### AIM OF THE TASK:
The response must consist of the records below, copied exactly.

### DATASET EXTRACT:
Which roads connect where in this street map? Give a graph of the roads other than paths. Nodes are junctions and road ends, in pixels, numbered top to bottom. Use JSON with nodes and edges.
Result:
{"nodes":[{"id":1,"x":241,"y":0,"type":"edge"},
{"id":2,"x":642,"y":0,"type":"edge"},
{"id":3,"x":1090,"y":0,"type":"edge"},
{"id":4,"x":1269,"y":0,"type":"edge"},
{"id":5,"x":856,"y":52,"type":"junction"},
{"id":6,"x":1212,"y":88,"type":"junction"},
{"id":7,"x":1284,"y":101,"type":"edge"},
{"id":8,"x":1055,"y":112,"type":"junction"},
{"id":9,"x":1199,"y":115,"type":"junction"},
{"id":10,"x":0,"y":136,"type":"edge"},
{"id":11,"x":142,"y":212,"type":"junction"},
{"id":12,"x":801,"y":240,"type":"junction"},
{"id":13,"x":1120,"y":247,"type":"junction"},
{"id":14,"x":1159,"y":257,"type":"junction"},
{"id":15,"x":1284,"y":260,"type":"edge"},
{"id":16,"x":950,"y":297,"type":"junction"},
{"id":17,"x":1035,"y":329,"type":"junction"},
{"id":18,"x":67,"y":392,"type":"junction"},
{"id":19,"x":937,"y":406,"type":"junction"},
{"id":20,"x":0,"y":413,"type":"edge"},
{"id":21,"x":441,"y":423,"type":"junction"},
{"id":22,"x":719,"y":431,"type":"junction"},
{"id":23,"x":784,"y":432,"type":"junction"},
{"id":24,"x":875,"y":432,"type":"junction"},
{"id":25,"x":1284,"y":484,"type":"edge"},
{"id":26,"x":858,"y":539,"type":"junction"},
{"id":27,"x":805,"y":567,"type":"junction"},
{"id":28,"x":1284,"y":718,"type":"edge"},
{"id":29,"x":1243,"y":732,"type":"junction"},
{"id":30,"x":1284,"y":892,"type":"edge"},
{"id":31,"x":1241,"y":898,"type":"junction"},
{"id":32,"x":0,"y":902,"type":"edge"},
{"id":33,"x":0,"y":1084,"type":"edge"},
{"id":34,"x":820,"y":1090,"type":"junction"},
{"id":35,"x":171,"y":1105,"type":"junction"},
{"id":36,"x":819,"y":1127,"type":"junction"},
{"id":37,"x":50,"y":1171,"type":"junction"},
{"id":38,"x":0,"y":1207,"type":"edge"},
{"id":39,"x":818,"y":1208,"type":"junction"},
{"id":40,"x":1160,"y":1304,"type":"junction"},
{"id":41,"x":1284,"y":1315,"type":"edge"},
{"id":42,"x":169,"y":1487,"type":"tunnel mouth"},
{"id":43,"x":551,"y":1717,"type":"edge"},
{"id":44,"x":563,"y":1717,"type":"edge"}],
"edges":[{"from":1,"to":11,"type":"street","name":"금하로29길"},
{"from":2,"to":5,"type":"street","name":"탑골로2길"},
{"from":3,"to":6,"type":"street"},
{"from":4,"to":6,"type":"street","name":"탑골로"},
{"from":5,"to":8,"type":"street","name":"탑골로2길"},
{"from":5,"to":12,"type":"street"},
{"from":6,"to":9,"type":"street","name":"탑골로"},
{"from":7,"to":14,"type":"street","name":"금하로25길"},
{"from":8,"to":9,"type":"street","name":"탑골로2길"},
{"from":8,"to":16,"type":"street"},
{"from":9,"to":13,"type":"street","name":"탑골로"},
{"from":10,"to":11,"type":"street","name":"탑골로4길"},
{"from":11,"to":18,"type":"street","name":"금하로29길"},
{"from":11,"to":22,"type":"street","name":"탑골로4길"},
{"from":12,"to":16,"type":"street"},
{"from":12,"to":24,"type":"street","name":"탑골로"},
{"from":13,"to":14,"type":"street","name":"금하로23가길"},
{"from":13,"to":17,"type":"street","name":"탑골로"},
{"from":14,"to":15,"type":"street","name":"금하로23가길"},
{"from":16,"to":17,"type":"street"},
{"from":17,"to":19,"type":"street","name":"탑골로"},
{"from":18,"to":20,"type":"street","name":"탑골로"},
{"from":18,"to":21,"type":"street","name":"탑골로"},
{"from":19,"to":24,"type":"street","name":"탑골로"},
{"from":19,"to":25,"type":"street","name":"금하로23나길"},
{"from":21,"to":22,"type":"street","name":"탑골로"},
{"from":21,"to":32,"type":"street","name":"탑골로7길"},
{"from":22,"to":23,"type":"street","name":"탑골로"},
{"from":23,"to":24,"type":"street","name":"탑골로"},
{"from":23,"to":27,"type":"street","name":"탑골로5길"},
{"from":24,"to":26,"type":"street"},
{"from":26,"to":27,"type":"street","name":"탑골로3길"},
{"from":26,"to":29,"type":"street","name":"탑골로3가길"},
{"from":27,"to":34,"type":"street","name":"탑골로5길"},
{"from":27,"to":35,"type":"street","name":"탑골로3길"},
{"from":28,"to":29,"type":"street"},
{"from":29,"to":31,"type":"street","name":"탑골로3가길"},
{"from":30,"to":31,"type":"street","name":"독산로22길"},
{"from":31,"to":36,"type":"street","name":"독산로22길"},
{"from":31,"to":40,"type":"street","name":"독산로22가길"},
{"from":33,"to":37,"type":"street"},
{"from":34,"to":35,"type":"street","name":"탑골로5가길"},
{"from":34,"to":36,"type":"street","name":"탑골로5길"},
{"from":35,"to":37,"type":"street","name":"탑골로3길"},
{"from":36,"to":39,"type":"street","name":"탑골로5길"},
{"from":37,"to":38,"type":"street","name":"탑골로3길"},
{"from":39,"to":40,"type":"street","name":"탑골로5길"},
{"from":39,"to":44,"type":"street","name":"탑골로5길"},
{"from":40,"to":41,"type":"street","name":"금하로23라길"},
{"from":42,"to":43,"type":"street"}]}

### RESPONSE BOX:
Which roads connect where in this street map? Give a graph of the roads other than paths. Nodes are junctions and road ends, in pixels, numbered top to bottom. Use JSON with nodes and edges.
Result:
{"nodes":[{"id":1,"x":241,"y":0,"type":"edge"},
{"id":2,"x":642,"y":0,"type":"edge"},
{"id":3,"x":1090,"y":0,"type":"edge"},
{"id":4,"x":1269,"y":0,"type":"edge"},
{"id":5,"x":856,"y":52,"type":"junction"},
{"id":6,"x":1212,"y":88,"type":"junction"},
{"id":7,"x":1284,"y":101,"type":"edge"},
{"id":8,"x":1055,"y":112,"type":"junction"},
{"id":9,"x":1199,"y":115,"type":"junction"},
{"id":10,"x":0,"y":136,"type":"edge"},
{"id":11,"x":142,"y":212,"type":"junction"},
{"id":12,"x":801,"y":240,"type":"junction"},
{"id":13,"x":1120,"y":247,"type":"junction"},
{"id":14,"x":1159,"y":257,"type":"junction"},
{"id":15,"x":1284,"y":260,"type":"edge"},
{"id":16,"x":950,"y":297,"type":"junction"},
{"id":17,"x":1035,"y":329,"type":"junction"},
{"id":18,"x":67,"y":392,"type":"junction"},
{"id":19,"x":937,"y":406,"type":"junction"},
{"id":20,"x":0,"y":413,"type":"edge"},
{"id":21,"x":441,"y":423,"type":"junction"},
{"id":22,"x":719,"y":431,"type":"junction"},
{"id":23,"x":784,"y":432,"type":"junction"},
{"id":24,"x":875,"y":432,"type":"junction"},
{"id":25,"x":1284,"y":484,"type":"edge"},
{"id":26,"x":858,"y":539,"type":"junction"},
{"id":27,"x":805,"y":567,"type":"junction"},
{"id":28,"x":1284,"y":718,"type":"edge"},
{"id":29,"x":1243,"y":732,"type":"junction"},
{"id":30,"x":1284,"y":892,"type":"edge"},
{"id":31,"x":1241,"y":898,"type":"junction"},
{"id":32,"x":0,"y":902,"type":"edge"},
{"id":33,"x":0,"y":1084,"type":"edge"},
{"id":34,"x":820,"y":1090,"type":"junction"},
{"id":35,"x":171,"y":1105,"type":"junction"},
{"id":36,"x":819,"y":1127,"type":"junction"},
{"id":37,"x":50,"y":1171,"type":"junction"},
{"id":38,"x":0,"y":1207,"type":"edge"},
{"id":39,"x":818,"y":1208,"type":"junction"},
{"id":40,"x":1160,"y":1304,"type":"junction"},
{"id":41,"x":1284,"y":1315,"type":"edge"},
{"id":42,"x":169,"y":1487,"type":"tunnel mouth"},
{"id":43,"x":551,"y":1717,"type":"edge"},
{"id":44,"x":563,"y":1717,"type":"edge"}],
"edges":[{"from":1,"to":11,"type":"street","name":"금하로29길"},
{"from":2,"to":5,"type":"street","name":"탑골로2길"},
{"from":3,"to":6,"type":"street"},
{"from":4,"to":6,"type":"street","name":"탑골로"},
{"from":5,"to":8,"type":"street","name":"탑골로2길"},
{"from":5,"to":12,"type":"street"},
{"from":6,"to":9,"type":"street","name":"탑골로"},
{"from":7,"to":14,"type":"street","name":"금하로25길"},
{"from":8,"to":9,"type":"street","name":"탑골로2길"},
{"from":8,"to":16,"type":"street"},
{"from":9,"to":13,"type":"street","name":"탑골로"},
{"from":10,"to":11,"type":"street","name":"탑골로4길"},
{"from":11,"to":18,"type":"street","name":"금하로29길"},
{"from":11,"to":22,"type":"street","name":"탑골로4길"},
{"from":12,"to":16,"type":"street"},
{"from":12,"to":24,"type":"street","name":"탑골로"},
{"from":13,"to":14,"type":"street","name":"금하로23가길"},
{"from":13,"to":17,"type":"street","name":"탑골로"},
{"from":14,"to":15,"type":"street","name":"금하로23가길"},
{"from":16,"to":17,"type":"street"},
{"from":17,"to":19,"type":"street","name":"탑골로"},
{"from":18,"to":20,"type":"street","name":"탑골로"},
{"from":18,"to":21,"type":"street","name":"탑골로"},
{"from":19,"to":24,"type":"street","name":"탑골로"},
{"from":19,"to":25,"type":"street","name":"금하로23나길"},
{"from":21,"to":22,"type":"street","name":"탑골로"},
{"from":21,"to":32,"type":"street","name":"탑골로7길"},
{"from":22,"to":23,"type":"street","name":"탑골로"},
{"from":23,"to":24,"type":"street","name":"탑골로"},
{"from":23,"to":27,"type":"street","name":"탑골로5길"},
{"from":24,"to":26,"type":"street"},
{"from":26,"to":27,"type":"street","name":"탑골로3길"},
{"from":26,"to":29,"type":"street","name":"탑골로3가길"},
{"from":27,"to":34,"type":"street","name":"탑골로5길"},
{"from":27,"to":35,"type":"street","name":"탑골로3길"},
{"from":28,"to":29,"type":"street"},
{"from":29,"to":31,"type":"street","name":"탑골로3가길"},
{"from":30,"to":31,"type":"street","name":"독산로22길"},
{"from":31,"to":36,"type":"street","name":"독산로22길"},
{"from":31,"to":40,"type":"street","name":"독산로22가길"},
{"from":33,"to":37,"type":"street"},
{"from":34,"to":35,"type":"street","name":"탑골로5가길"},
{"from":34,"to":36,"type":"street","name":"탑골로5길"},
{"from":35,"to":37,"type":"street","name":"탑골로3길"},
{"from":36,"to":39,"type":"street","name":"탑골로5길"},
{"from":37,"to":38,"type":"street","name":"탑골로3길"},
{"from":39,"to":40,"type":"street","name":"탑골로5길"},
{"from":39,"to":44,"type":"street","name":"탑골로5길"},
{"from":40,"to":41,"type":"street","name":"금하로23라길"},
{"from":42,"to":43,"type":"street"}]}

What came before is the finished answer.